Fettle a final drive

5 min read

WEEKEND WORKSHOP

Save £500 in 48 hours

Ed explains how to diagnose and fix a rear-axle final drive in a weekend or less

ED'S JOB CARD

REFRESH YOUR FINAL DRIVE

Today's job is to fettle a leaky or noisy final drive. I'll show a number of jobs that you could easily do in situ, in a day. Then I'll move on to show how to strip, assess and reassemble a typical unit. Bearings and seals should be widely available – you can read the number/size off the old ones. Shims could be made by an engineering firm. Other parts may be difficult to find.

How tough?

You’ll need:

► Basic tool kit

► Dial gauge

► Torque wrench

► Large hammer

► Soft hammer (eg. nylon)

► Feeler gauges

► Small cold chisel

► Puller (optional)

► Small press (optional)

Will take: 3+ (HRS)

Will cost: 0 (£)

Cash saved: 500 (£)

START DAY 1

Need to know

The pinion is forced forwards and backwards during acceleration and overrun. To resist this, it's held in opposed taper-roller bearings. These are set with no play – in fact slightly 'preloaded'. There's a spacer between them which ensures the preload is correct when the pinion nut's tight. A collapsible spacer deforms to the correct length on initial installation; a rigid spacer is shimmed to give the correct length.
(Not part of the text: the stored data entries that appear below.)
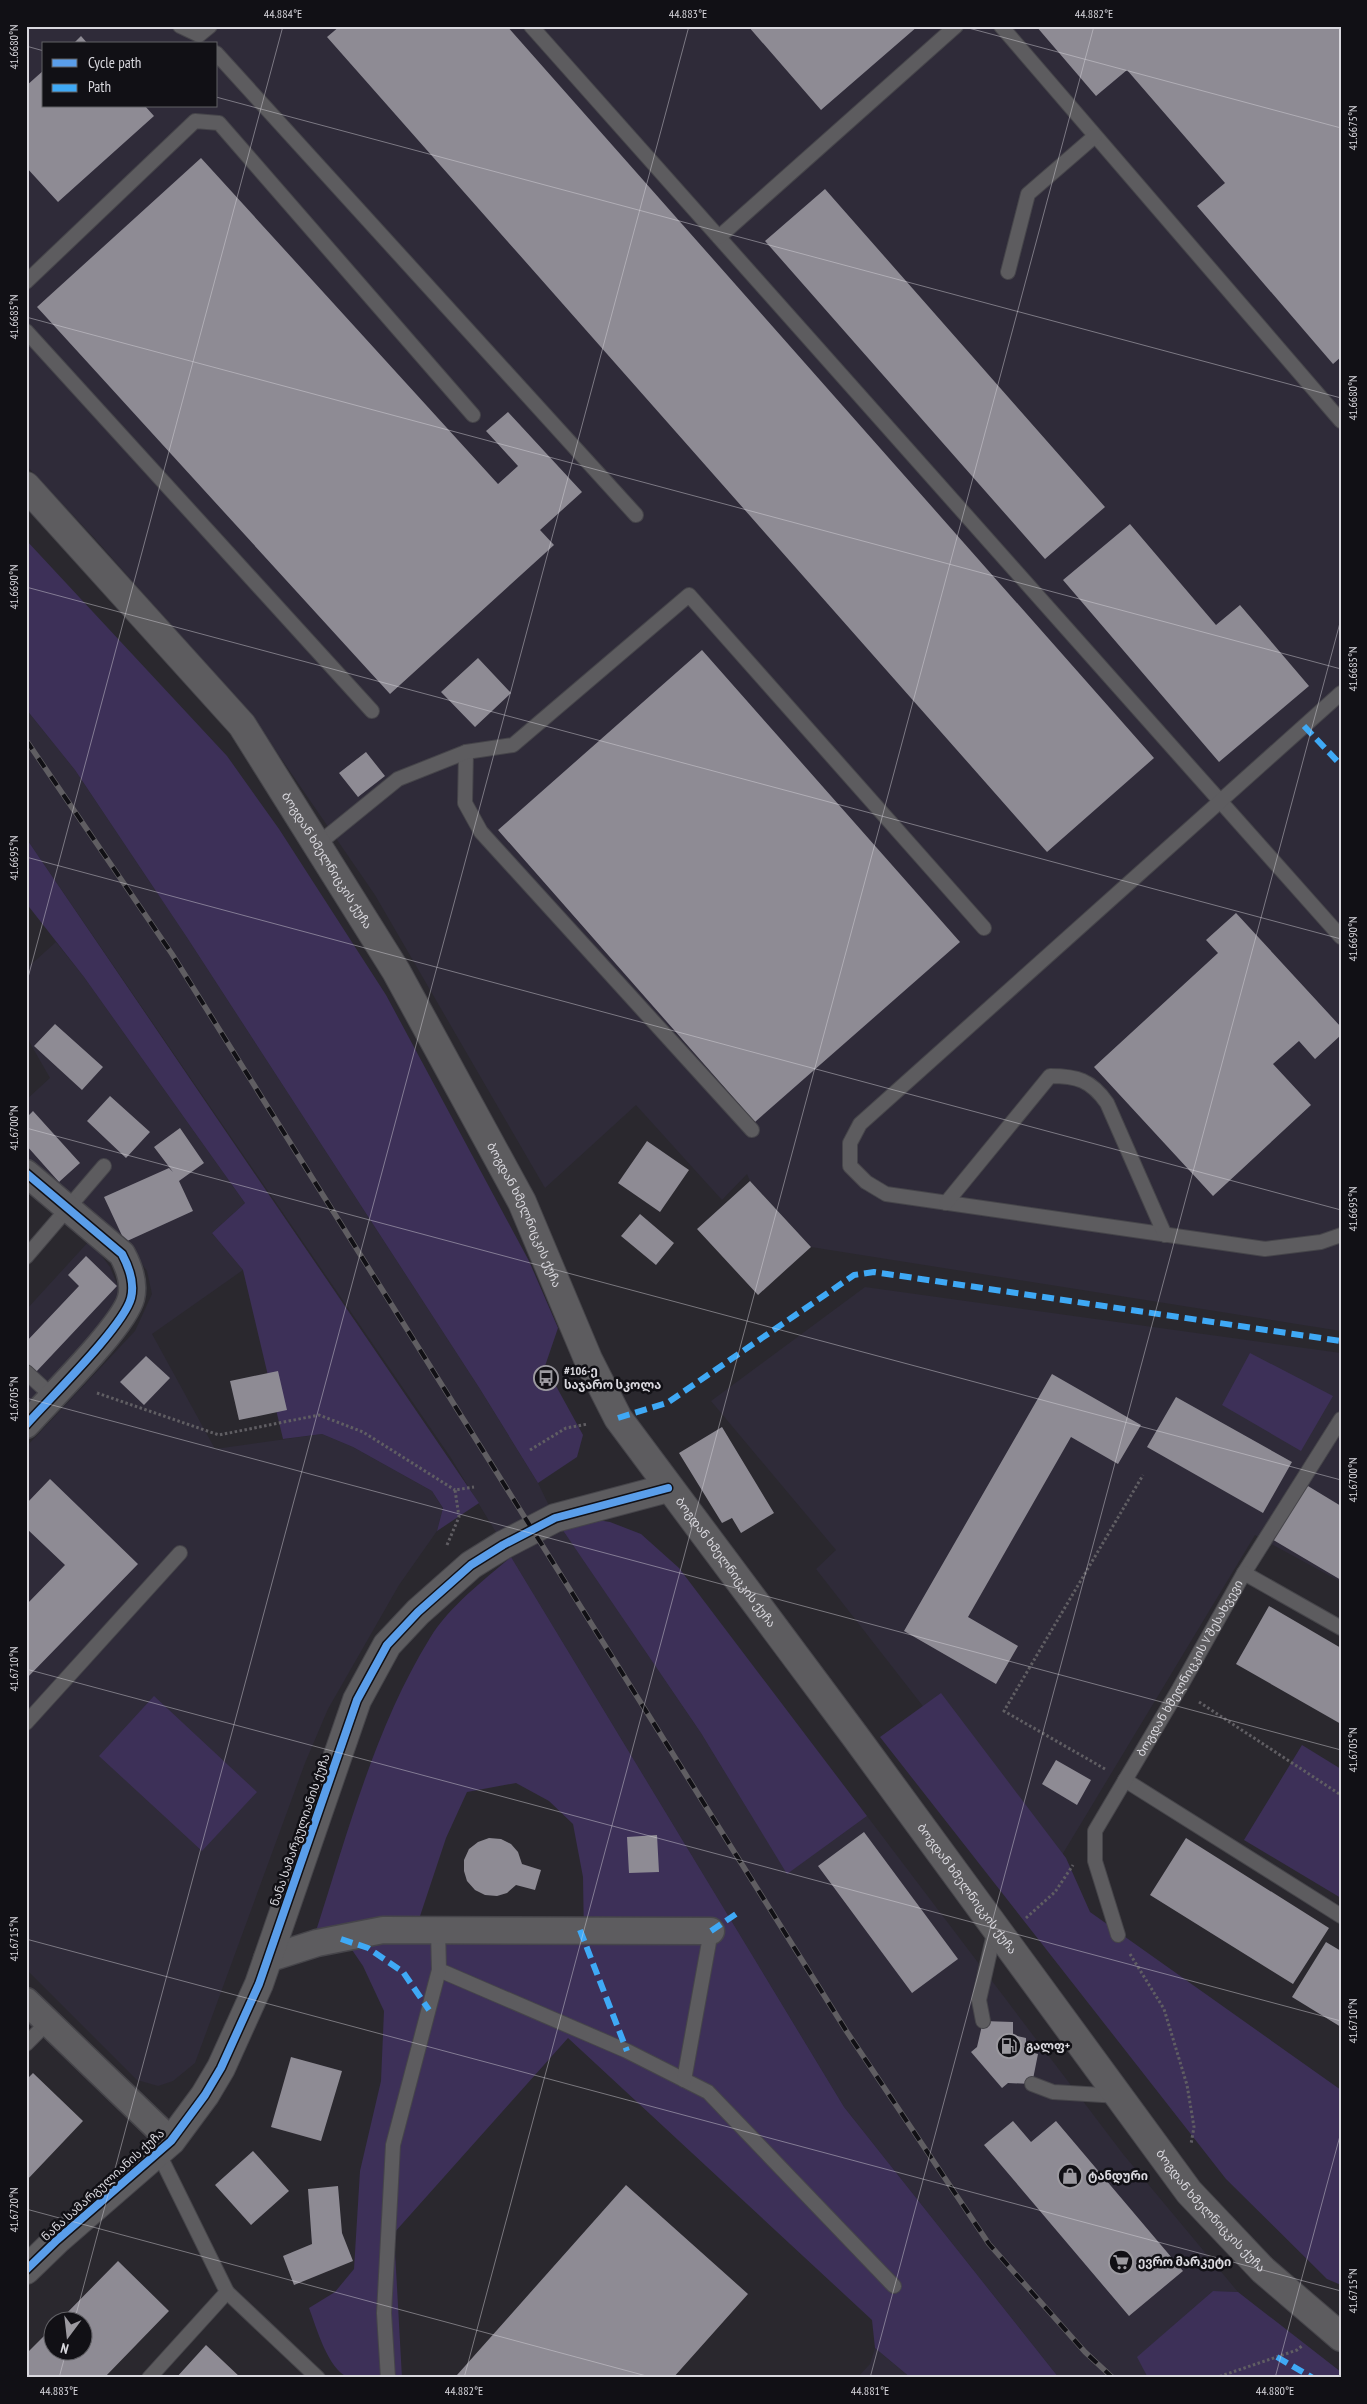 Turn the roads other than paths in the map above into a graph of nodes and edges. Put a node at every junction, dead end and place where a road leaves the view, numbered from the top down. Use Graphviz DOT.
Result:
graph roads {
  1 [pos="180,26"];
  2 [pos="532,26"];
  3 [pos="956,26"];
  4 [pos="1001,26"];
  5 [pos="206,35"];
  6 [pos="218,55"];
  7 [pos="1095,136"];
  8 [pos="719,237"];
  9 [pos="1008,272"];
  10 [pos="26,282"];
  11 [pos="26,331"];
  12 [pos="473,415"];
  13 [pos="1341,421"];
  14 [pos="26,486"];
  15 [pos="636,515"];
  16 [pos="1341,693"];
  17 [pos="372,711"];
  18 [pos="466,752"];
  19 [pos="1220,802"];
  20 [pos="318,844"];
  21 [pos="984,928"];
  22 [pos="1341,937"];
  23 [pos="752,1130"];
  24 [pos="104,1166"];
  25 [pos="26,1173"];
  26 [pos="946,1203"];
  27 [pos="66,1209"];
  28 [pos="1165,1235"];
  29 [pos="1341,1235"];
  30 [pos="26,1257"];
  31 [pos="26,1372"];
  32 [pos="59,1389"];
  33 [pos="1341,1419"];
  34 [pos="26,1425"];
  35 [pos="668,1488"];
  36 [pos="180,1554"];
  37 [pos="1244,1573"];
  38 [pos="1341,1628"];
  39 [pos="26,1723"];
  40 [pos="1125,1780"];
  41 [pos="1341,1916"];
  42 [pos="438,1930"];
  43 [pos="711,1931"];
  44 [pos="999,1934"];
  45 [pos="1118,1935"];
  46 [pos="267,1959"];
  47 [pos="439,1970"];
  48 [pos="26,2001"];
  49 [pos="983,2021"];
  50 [pos="48,2022"];
  51 [pos="26,2044"];
  52 [pos="684,2080"];
  53 [pos="1032,2084"];
  54 [pos="1118,2096"];
  55 [pos="164,2147"];
  56 [pos="26,2270"];
  57 [pos="894,2286"];
  58 [pos="227,2292"];
  59 [pos="1333,2332"];
  60 [pos="149,2378"];
  61 [pos="318,2378"];
  62 [pos="388,2378"];
  1 -- 5 [label="lane"];
  2 -- 8 [label="lane"];
  3 -- 8 [label="lane"];
  4 -- 7 [label="lane"];
  6 -- 15 [label="lane"];
  7 -- 9 [label="lane"];
  7 -- 13 [label="lane"];
  8 -- 19 [label="lane"];
  10 -- 12 [label="lane"];
  11 -- 17 [label="lane"];
  14 -- 20 [label="main road, ბოგდან ხმელნიცკის ქუჩა"];
  16 -- 19 [label="lane"];
  18 -- 20 [label="lane"];
  18 -- 21 [label="lane"];
  18 -- 23 [label="lane"];
  19 -- 22 [label="lane"];
  19 -- 26 [label="lane"];
  20 -- 35 [label="main road, ბოგდან ხმელნიცკის ქუჩა"];
  24 -- 27 [label="lane"];
  25 -- 27 [label="street"];
  26 -- 28 [label="lane"];
  26 -- 28 [label="lane"];
  27 -- 30 [label="lane"];
  27 -- 32 [label="street"];
  28 -- 29 [label="lane"];
  31 -- 32 [label="lane"];
  32 -- 34 [label="street"];
  33 -- 37 [label="lane"];
  35 -- 44 [label="main road, ბოგდან ხმელნიცკის ქუჩა"];
  35 -- 46 [label="main road, ნანა სამარგულიანის ქუჩა"];
  36 -- 39 [label="lane"];
  37 -- 38 [label="lane, ბოგდან ხმელნიცკის V შესახვევი"];
  37 -- 40 [label="lane, ბოგდან ხმელნიცკის V შესახვევი"];
  40 -- 41 [label="lane"];
  40 -- 45 [label="lane, ბოგდან ხმელნიცკის V შესახვევი"];
  42 -- 43 [label="street"];
  42 -- 46 [label="street"];
  42 -- 47 [label="lane"];
  43 -- 52 [label="lane"];
  44 -- 49 [label="lane"];
  44 -- 54 [label="main road, ბოგდან ხმელნიცკის ქუჩა"];
  46 -- 55 [label="main road, ნანა სამარგულიანის ქუჩა"];
  47 -- 52 [label="lane"];
  47 -- 62 [label="lane"];
  48 -- 50 [label="street"];
  50 -- 51 [label="lane"];
  50 -- 55 [label="street"];
  52 -- 57 [label="lane"];
  53 -- 54 [label="lane"];
  54 -- 59 [label="main road, ბოგდან ხმელნიცკის ქუჩა"];
  55 -- 56 [label="main road, ნანა სამარგულიანის ქუჩა"];
  55 -- 58 [label="lane"];
  58 -- 60 [label="lane"];
  58 -- 61 [label="lane"];
}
Methods of setting preload on pinion shaft bearings.

Collapsible spacer tube (A) Rigid spacer tube, (B) Collapsible shim (C) Rigid spacer tube (D) Standard shims (E) (add/remove as required).

► Vital differences

Rigid spacer: the nut is done up very tight at all times. Collapsible spacer: only done up tight on initial installation, to set the correct length. If the nut's removed and replaced, it's nipped up lightly.

► Fix pinion noises

If the final drive grumbles at speed on a light throttle or just entering over-run, the pinion bearings are not preloaded. Collapsible spacer type: Remove propshaft. Jack up one rear wheel. Tighten pinion nut gradually while rotating pinion flange. When you feel lumpiness in the rotation, stop, then back the nut off slightly until the roughness – just - completely disappears.

► Torque rigidspacer

Rigid spacer type: It should be enough to remove the propshaft and retorque the centre nut to spec. Perform the smooth rotation test afterwards: the loss of preload may signal issues.

► Change pinionseal

Remove pinion nut. You can count turns, but it's not really necessary. Remove pinion flange (it may knock off or may need a puller). Then carefully pierce and lever out the old seal.

TOP TIP Be prepared to catch a flow of oil when the seal is removed.